■ **RECORDED DATA**:
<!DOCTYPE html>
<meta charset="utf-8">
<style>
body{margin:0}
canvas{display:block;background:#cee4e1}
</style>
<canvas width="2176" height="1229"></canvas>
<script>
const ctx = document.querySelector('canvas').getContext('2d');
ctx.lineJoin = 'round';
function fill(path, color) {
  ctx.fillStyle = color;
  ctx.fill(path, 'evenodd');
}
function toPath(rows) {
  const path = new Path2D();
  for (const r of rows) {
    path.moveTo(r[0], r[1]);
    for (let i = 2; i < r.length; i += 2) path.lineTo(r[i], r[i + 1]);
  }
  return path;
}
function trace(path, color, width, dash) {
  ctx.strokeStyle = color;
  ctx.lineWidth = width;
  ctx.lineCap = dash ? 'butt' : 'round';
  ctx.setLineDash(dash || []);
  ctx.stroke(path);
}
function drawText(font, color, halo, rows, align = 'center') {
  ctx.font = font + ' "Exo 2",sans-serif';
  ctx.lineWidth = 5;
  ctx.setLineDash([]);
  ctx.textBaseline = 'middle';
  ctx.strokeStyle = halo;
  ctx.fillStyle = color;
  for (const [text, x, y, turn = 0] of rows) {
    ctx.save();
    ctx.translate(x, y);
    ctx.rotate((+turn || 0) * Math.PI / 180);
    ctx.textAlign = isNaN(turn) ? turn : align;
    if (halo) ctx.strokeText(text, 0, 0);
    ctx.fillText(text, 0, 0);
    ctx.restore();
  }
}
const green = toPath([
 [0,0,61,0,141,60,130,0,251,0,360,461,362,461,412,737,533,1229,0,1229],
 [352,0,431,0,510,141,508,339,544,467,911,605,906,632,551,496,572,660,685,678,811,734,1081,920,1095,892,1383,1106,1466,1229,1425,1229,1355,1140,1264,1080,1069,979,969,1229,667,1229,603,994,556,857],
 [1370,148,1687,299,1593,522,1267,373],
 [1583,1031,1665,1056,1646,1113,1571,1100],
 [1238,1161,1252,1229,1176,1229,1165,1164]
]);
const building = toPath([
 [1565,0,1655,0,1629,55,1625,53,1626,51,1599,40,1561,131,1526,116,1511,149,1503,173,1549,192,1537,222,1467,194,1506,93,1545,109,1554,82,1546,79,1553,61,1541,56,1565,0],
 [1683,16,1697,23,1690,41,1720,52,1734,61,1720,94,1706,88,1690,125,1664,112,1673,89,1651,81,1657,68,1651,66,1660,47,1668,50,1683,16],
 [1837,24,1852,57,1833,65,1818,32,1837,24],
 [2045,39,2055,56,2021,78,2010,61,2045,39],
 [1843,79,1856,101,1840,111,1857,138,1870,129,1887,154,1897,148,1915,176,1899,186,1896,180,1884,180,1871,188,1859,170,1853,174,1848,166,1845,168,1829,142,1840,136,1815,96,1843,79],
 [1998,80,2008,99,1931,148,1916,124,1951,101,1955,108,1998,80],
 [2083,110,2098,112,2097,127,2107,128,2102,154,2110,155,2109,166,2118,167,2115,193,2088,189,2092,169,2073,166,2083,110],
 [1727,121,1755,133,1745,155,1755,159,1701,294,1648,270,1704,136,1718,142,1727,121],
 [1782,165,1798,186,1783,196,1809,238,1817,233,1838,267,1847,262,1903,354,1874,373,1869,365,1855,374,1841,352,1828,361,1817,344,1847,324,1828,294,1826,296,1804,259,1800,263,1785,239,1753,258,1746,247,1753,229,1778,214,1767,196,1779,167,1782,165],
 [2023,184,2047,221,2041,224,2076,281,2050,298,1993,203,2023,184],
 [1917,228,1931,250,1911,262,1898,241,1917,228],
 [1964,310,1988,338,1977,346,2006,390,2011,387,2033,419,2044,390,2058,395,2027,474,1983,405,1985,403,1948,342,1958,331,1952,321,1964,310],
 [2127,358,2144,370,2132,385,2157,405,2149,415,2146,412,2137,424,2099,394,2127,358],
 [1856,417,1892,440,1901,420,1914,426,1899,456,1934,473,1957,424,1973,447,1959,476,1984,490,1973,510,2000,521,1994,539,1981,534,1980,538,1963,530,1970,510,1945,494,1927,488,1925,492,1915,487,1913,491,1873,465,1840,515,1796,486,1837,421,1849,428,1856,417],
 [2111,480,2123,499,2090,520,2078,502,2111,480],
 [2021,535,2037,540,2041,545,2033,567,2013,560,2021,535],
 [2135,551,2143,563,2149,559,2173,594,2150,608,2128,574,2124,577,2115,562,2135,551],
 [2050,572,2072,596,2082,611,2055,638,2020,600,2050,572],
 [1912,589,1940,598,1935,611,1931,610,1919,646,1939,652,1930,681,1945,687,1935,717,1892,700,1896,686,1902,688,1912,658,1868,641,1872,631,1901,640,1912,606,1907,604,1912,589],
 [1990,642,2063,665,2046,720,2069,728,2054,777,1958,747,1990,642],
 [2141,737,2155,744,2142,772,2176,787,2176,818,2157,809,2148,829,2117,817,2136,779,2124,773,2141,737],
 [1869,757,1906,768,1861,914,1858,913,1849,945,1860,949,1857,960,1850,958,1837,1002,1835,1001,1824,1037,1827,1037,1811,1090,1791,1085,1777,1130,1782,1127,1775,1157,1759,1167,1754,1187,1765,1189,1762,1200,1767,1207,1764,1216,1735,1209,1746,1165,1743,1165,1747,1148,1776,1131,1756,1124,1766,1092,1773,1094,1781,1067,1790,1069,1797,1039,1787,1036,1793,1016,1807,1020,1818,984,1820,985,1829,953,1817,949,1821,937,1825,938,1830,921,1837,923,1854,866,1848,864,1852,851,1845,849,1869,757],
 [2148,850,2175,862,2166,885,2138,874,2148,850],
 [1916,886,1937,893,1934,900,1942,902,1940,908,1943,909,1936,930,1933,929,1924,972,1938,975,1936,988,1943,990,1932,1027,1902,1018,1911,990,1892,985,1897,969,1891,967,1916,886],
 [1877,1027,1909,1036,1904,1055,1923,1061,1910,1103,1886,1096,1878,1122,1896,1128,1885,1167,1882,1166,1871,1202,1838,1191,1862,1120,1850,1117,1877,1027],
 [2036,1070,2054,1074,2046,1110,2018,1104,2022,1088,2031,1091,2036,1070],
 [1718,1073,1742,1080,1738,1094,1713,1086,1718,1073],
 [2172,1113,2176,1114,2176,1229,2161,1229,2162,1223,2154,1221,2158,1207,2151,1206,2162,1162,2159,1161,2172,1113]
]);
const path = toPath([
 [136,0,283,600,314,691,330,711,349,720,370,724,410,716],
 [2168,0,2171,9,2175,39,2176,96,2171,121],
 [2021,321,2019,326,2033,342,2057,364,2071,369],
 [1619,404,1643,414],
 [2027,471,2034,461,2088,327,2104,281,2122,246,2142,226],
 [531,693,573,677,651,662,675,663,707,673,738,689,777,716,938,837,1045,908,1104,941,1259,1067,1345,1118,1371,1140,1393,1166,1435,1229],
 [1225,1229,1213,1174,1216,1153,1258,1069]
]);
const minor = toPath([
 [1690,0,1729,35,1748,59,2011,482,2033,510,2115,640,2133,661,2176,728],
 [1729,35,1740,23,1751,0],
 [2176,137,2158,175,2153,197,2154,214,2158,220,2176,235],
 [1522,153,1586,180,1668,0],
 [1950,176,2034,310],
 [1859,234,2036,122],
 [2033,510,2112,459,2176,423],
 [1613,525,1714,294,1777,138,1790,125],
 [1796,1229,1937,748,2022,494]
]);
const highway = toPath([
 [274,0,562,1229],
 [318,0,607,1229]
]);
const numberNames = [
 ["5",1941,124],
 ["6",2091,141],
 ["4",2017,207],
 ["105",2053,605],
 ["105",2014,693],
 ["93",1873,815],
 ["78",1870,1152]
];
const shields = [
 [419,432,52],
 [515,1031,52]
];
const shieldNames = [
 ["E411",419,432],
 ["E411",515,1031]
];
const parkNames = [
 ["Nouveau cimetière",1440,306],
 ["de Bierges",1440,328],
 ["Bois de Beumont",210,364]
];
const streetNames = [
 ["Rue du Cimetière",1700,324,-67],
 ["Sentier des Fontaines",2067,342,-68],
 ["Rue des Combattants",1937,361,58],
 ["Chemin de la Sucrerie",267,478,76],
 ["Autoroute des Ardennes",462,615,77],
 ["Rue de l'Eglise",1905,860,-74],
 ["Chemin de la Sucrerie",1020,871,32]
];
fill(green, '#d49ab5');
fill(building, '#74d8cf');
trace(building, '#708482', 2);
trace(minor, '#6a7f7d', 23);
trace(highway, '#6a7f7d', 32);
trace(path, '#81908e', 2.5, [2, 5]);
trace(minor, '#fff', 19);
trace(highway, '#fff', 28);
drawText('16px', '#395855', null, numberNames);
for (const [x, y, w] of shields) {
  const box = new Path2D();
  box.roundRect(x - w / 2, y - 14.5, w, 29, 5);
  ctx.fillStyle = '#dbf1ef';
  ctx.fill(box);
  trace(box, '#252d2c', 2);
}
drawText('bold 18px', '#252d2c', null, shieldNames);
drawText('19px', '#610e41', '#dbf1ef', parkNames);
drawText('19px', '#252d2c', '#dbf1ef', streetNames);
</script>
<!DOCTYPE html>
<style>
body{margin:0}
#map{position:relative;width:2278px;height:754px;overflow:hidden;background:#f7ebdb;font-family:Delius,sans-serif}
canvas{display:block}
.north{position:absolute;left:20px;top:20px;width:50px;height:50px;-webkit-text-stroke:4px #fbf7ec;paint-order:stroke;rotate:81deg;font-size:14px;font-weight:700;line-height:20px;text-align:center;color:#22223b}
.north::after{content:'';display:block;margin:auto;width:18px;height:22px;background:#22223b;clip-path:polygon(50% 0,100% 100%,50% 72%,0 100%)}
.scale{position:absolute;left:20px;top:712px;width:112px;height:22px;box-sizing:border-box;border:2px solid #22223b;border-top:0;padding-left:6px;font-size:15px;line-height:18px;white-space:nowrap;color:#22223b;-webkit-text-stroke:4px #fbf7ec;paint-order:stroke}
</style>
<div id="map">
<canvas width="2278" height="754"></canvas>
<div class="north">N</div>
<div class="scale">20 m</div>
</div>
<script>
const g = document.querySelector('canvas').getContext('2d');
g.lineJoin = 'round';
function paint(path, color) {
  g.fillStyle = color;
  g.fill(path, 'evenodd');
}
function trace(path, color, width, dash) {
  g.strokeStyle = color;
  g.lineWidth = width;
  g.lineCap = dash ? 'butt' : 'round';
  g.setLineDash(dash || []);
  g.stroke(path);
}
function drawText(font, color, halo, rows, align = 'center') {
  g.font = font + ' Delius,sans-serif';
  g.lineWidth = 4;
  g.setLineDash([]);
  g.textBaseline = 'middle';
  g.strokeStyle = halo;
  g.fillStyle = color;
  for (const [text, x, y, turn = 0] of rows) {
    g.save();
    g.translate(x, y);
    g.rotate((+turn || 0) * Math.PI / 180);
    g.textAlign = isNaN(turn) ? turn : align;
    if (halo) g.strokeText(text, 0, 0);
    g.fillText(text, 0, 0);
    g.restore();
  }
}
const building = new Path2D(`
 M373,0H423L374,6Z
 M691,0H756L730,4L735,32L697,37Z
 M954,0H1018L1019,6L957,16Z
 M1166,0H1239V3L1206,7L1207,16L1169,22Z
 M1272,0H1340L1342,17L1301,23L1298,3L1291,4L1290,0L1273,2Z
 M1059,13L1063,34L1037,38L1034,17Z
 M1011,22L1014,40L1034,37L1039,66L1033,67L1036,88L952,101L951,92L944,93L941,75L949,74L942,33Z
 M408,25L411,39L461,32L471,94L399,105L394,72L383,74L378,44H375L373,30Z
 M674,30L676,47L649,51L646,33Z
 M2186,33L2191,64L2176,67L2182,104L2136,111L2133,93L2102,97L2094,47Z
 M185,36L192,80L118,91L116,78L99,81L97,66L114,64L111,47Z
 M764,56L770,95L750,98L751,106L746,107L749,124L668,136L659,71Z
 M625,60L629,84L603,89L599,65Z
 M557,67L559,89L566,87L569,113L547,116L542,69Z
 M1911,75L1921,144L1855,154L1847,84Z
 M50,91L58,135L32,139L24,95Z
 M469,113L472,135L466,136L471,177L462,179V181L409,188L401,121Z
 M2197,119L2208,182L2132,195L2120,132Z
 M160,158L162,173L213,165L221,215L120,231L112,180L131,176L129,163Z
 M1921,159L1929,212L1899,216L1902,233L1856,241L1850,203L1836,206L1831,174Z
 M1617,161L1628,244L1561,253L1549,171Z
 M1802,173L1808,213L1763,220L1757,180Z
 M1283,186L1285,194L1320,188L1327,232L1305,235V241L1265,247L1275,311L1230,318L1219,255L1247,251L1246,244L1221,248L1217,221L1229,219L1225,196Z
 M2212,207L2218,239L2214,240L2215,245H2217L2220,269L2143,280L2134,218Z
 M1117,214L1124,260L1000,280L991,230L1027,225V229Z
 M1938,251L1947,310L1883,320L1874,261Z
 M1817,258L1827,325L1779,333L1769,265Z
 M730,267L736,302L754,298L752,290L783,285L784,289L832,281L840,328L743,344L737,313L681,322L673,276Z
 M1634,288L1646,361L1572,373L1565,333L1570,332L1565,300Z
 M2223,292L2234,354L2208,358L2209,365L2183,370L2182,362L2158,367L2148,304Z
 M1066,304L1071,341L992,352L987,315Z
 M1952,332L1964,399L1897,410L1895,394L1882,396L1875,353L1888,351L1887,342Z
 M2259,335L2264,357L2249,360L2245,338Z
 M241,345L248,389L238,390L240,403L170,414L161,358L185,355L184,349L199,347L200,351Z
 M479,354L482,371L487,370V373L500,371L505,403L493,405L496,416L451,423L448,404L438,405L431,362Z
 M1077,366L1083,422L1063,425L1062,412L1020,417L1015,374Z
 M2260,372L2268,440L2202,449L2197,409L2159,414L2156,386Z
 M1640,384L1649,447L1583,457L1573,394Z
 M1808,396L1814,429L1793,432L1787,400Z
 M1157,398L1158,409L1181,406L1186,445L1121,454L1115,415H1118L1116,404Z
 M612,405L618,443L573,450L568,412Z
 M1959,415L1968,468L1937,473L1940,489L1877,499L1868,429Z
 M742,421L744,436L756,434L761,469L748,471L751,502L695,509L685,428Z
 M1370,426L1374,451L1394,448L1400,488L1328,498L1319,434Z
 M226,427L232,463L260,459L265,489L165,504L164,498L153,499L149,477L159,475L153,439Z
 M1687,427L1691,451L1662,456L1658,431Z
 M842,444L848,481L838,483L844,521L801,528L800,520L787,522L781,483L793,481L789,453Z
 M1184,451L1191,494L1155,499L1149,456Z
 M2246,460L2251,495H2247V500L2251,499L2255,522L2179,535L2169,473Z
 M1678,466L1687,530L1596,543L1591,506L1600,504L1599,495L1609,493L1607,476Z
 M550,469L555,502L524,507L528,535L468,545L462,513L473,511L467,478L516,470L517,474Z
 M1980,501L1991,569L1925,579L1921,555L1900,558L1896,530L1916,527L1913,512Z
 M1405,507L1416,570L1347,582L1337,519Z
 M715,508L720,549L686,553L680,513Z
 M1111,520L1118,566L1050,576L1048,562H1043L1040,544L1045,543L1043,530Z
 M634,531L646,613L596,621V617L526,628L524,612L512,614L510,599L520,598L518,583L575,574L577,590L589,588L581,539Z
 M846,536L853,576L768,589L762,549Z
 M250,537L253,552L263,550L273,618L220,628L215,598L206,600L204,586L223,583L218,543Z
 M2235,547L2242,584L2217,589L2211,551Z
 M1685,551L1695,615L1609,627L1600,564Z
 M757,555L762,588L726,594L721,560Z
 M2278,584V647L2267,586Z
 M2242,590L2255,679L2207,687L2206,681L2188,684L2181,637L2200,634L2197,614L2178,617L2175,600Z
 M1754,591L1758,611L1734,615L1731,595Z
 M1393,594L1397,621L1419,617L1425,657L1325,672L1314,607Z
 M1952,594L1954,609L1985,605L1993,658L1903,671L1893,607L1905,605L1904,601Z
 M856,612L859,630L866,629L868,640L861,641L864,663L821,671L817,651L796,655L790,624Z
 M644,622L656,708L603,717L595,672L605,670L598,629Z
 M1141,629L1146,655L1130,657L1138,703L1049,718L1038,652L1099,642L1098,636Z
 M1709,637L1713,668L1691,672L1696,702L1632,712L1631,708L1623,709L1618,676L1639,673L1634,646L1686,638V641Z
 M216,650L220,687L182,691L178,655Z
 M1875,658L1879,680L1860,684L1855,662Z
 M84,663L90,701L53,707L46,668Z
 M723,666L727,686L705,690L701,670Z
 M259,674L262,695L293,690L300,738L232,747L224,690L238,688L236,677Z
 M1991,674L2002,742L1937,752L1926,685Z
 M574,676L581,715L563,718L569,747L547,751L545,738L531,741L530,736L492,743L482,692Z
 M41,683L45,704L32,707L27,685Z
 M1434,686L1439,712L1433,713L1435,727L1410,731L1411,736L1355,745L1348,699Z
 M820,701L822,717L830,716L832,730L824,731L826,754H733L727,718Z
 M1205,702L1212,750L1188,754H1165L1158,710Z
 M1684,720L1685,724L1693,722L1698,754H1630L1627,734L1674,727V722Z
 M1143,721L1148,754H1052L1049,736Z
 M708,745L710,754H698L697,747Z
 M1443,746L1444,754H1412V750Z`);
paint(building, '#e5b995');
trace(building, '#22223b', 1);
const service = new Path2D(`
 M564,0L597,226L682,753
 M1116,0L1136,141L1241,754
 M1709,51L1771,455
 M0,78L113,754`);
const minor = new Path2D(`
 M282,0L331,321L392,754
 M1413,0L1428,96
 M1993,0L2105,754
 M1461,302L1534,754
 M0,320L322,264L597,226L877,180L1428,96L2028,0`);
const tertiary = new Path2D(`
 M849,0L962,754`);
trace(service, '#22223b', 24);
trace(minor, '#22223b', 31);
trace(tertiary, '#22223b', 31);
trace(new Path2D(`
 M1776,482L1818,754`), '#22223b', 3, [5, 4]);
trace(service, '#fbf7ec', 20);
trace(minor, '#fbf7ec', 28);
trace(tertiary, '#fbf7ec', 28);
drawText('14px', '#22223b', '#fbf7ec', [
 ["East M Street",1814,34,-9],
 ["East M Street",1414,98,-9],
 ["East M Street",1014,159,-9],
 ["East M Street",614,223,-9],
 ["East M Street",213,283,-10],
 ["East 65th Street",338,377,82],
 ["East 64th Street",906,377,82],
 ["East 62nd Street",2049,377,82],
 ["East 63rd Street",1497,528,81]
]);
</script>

■ **HOW TO COMPLETE THIS TASK**: In the records above, the line with "ctx.lineCap = dash ? 'butt' : 'round';" marks the start and the line with "[1238,1161,1252,1229,1176,1229,1165,1164]" marks the end; copy that stretch exactly, both lines included, and nothing else.

■ **ANSWER BELOW**:
  ctx.lineCap = dash ? 'butt' : 'round';
  ctx.setLineDash(dash || []);
  ctx.stroke(path);
}
function drawText(font, color, halo, rows, align = 'center') {
  ctx.font = font + ' "Exo 2",sans-serif';
  ctx.lineWidth = 5;
  ctx.setLineDash([]);
  ctx.textBaseline = 'middle';
  ctx.strokeStyle = halo;
  ctx.fillStyle = color;
  for (const [text, x, y, turn = 0] of rows) {
    ctx.save();
    ctx.translate(x, y);
    ctx.rotate((+turn || 0) * Math.PI / 180);
    ctx.textAlign = isNaN(turn) ? turn : align;
    if (halo) ctx.strokeText(text, 0, 0);
    ctx.fillText(text, 0, 0);
    ctx.restore();
  }
}
const green = toPath([
 [0,0,61,0,141,60,130,0,251,0,360,461,362,461,412,737,533,1229,0,1229],
 [352,0,431,0,510,141,508,339,544,467,911,605,906,632,551,496,572,660,685,678,811,734,1081,920,1095,892,1383,1106,1466,1229,1425,1229,1355,1140,1264,1080,1069,979,969,1229,667,1229,603,994,556,857],
 [1370,148,1687,299,1593,522,1267,373],
 [1583,1031,1665,1056,1646,1113,1571,1100],
 [1238,1161,1252,1229,1176,1229,1165,1164]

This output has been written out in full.